• _EXERCISE DETAILS_
Count every line below that contains "main", then state the total with no other output.

Stored items
==========

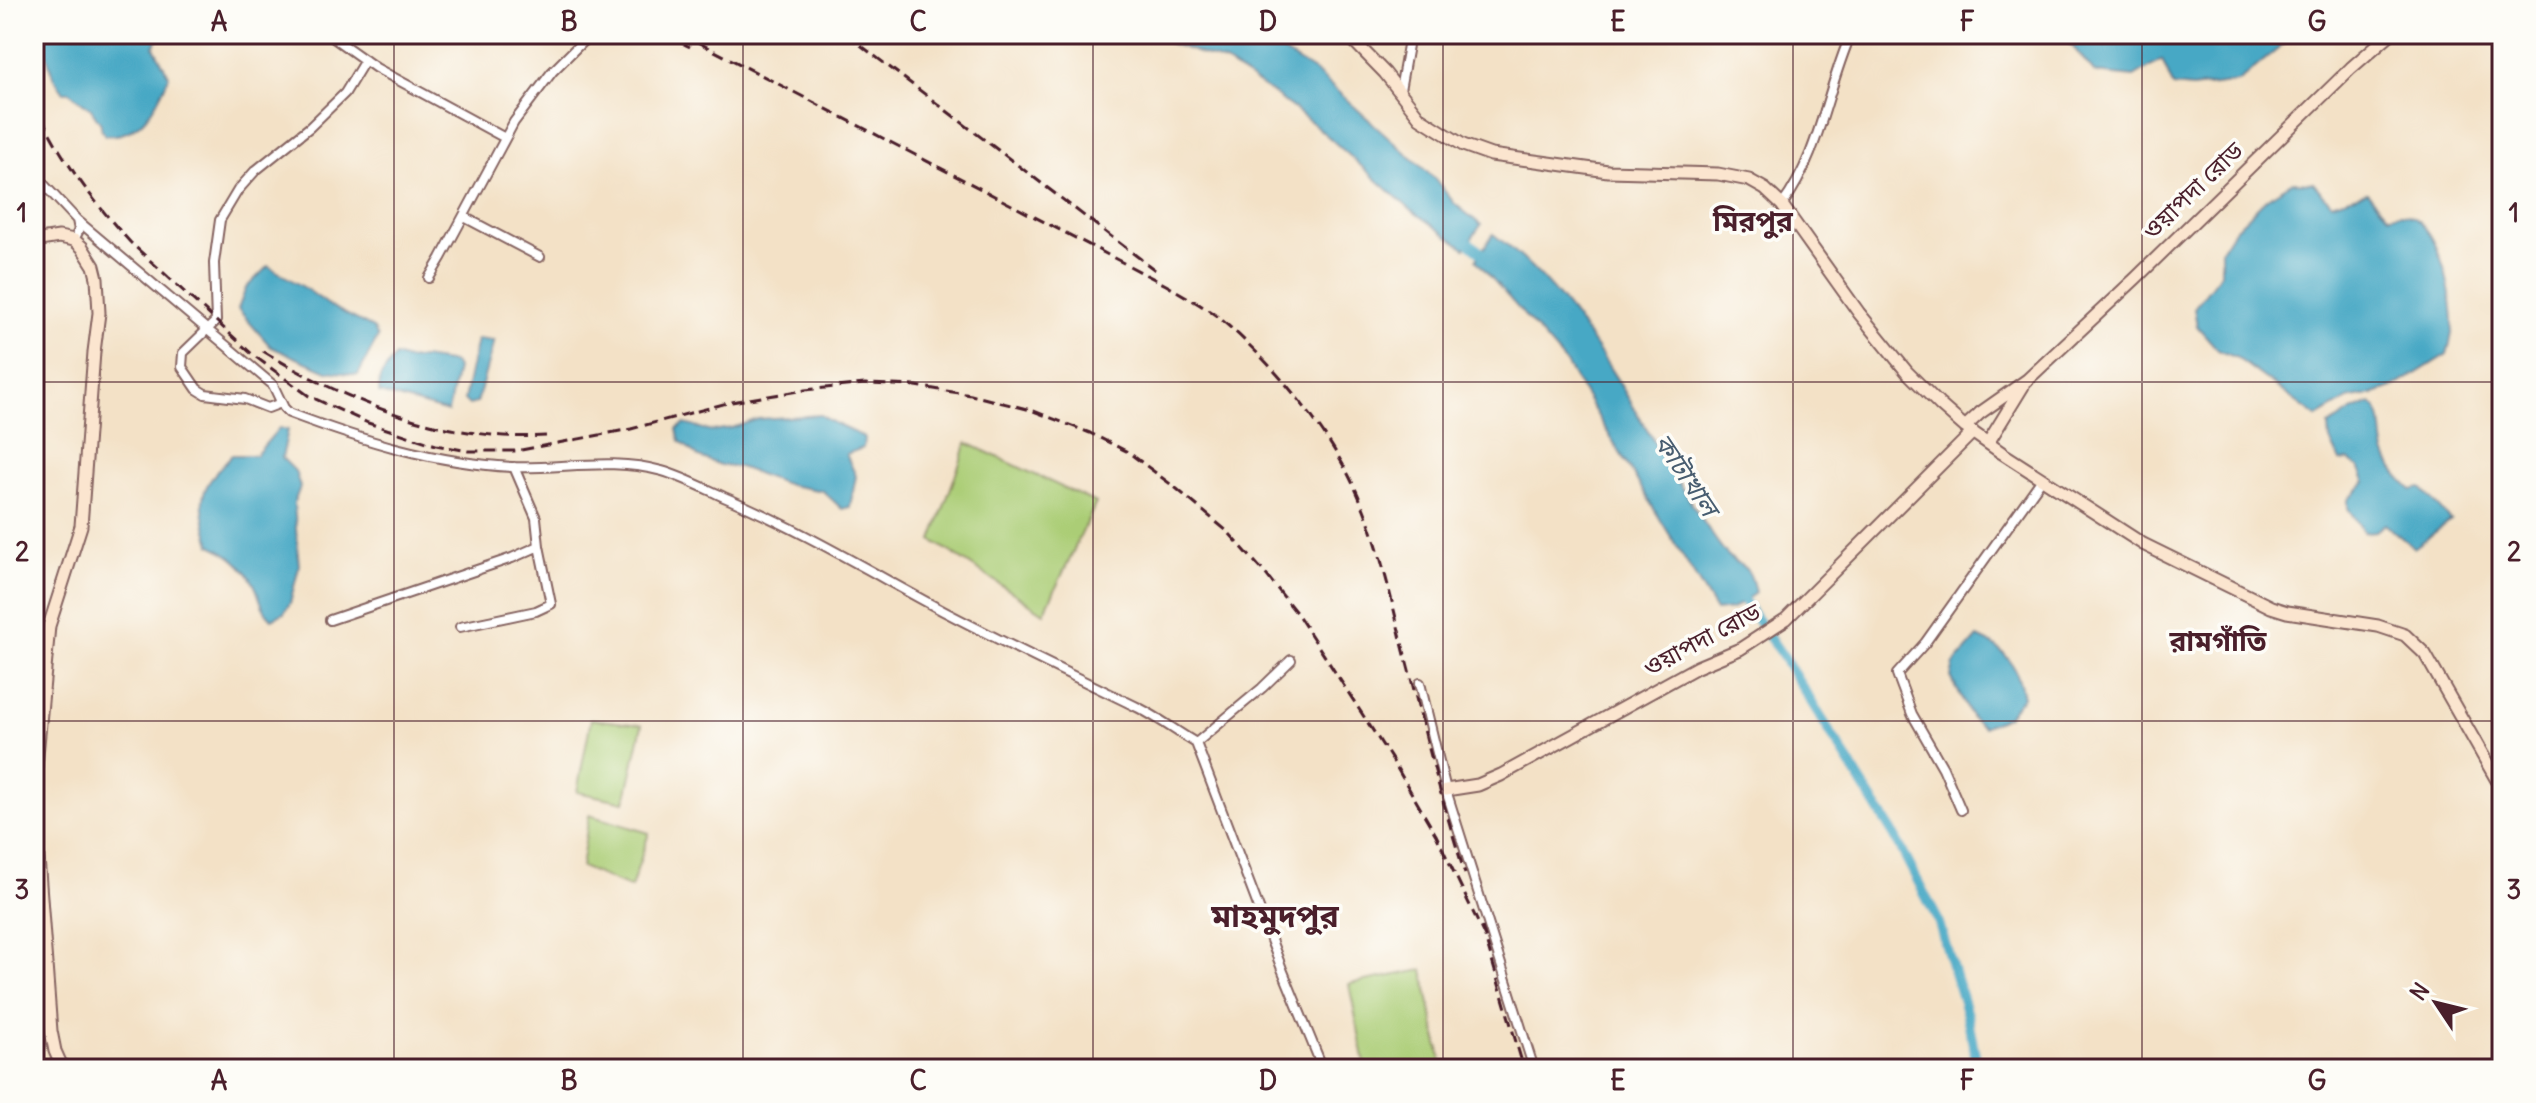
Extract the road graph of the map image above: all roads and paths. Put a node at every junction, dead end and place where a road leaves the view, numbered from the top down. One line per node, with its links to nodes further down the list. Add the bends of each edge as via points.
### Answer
1 (328, 34): 7 (street)
2 (590, 34): 9 (street, via 552,72)
3 (1347, 34): 8 (main road)
4 (1410, 34): 8 (street)
5 (1851, 34): 11 (street, via 1809,160)
6 (2390, 34): 21 (main road, ওয়াপদা রোড)
7 (365, 60): 9 (street); 20 (street, via 345,93 255,171 220,220 214,263 216,321)
8 (1400, 90): 11 (main road, via 1420,118 1463,145 1491,155 1608,171 1718,174 1749,180)
9 (505, 138): 12 (street)
10 (34, 174): 13 (street, via 69,205)
11 (1782, 205): 23 (main road, via 1897,360)
12 (464, 217): 18 (street); 19 (street)
13 (77, 220): 14 (street); 15 (street)
14 (98, 239): 17 (street, via 87,240); 20 (street)
15 (74, 240): 16 (main road); 17 (main road)
16 (34, 241)
17 (87, 253): 33 (main road, via 97,278 99,313 86,485 81,526 49,626)
18 (540, 257)
19 (429, 278)
20 (207, 331): 22 (street, via 273,385); 22 (street, via 183,353 182,367 197,389 268,408)
21 (2027, 380): 23 (main road, ওয়াপদা রোড, via 1980,413); 24 (main road, ওয়াপদা রোড)
22 (281, 403): 25 (street, via 289,413 375,443 431,458)
23 (1969, 430): 24 (main road); 35 (main road, ওয়াপদা রোড, via 1786,619 1740,649 1697,667 1488,781)
24 (1988, 443): 26 (main road)
25 (514, 467): 27 (street, via 536,518); 32 (street, via 608,462 664,472 769,516)
26 (2042, 479): 34 (main road, via 2143,544 2271,607 2405,635 2425,654); 37 (street, via 1943,619 1897,674)
27 (539, 546): 28 (street); 29 (street, via 551,604)
28 (330, 620)
29 (460, 627)
30 (1291, 660): 32 (street)
31 (1420, 683): 35 (street)
32 (1196, 743): 39 (street)
33 (34, 788)
34 (2502, 789)
35 (1446, 790): 40 (street)
36 (34, 804): 38 (main road, via 51,1031)
37 (1961, 810)
38 (63, 1069)
39 (1323, 1069)
40 (1534, 1069)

==========

• _EXERCISE RESULT_
11